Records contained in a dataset
....

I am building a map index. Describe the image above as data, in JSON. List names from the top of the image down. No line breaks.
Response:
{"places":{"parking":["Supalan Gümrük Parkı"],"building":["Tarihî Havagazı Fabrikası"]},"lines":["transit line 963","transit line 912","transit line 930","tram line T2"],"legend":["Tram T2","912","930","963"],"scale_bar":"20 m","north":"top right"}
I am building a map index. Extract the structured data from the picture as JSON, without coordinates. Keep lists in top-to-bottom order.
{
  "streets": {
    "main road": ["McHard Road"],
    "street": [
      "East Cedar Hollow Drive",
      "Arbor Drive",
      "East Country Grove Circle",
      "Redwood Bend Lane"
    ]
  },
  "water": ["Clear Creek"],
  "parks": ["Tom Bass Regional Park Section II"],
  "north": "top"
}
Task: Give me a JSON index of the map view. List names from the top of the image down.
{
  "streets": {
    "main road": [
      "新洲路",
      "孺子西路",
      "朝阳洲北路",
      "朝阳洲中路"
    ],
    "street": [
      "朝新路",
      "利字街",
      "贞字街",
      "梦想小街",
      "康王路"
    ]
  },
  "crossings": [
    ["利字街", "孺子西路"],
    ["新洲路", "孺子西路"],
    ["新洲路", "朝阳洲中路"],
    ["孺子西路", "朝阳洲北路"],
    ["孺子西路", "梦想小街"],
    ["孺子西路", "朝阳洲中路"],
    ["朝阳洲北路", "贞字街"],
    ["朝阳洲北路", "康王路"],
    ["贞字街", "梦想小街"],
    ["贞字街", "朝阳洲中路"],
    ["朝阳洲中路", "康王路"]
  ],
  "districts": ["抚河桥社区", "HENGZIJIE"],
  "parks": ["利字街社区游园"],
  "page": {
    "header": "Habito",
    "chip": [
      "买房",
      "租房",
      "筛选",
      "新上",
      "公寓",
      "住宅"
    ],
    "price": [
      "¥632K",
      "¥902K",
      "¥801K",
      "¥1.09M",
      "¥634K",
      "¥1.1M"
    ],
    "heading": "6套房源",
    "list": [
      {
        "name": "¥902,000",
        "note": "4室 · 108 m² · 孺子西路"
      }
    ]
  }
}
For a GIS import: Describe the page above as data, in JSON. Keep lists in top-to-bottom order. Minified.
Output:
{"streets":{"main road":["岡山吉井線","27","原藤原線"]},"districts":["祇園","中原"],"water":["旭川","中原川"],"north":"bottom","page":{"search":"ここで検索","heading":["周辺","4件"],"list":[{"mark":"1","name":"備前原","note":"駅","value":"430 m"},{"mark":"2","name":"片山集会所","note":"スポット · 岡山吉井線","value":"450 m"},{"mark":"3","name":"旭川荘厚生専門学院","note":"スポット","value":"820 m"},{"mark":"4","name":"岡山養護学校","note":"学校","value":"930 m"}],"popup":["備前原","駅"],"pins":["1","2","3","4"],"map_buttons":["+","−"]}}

....

## [WHAT NEEDS TO BE DONE]
Which lines of the data hold the string "Describe"? Return each of them.

## [COMPLETED EXERCISE]
I am building a map index. Describe the image above as data, in JSON. List names from the top of the image down. No line breaks.
For a GIS import: Describe the page above as data, in JSON. Keep lists in top-to-bottom order. Minified.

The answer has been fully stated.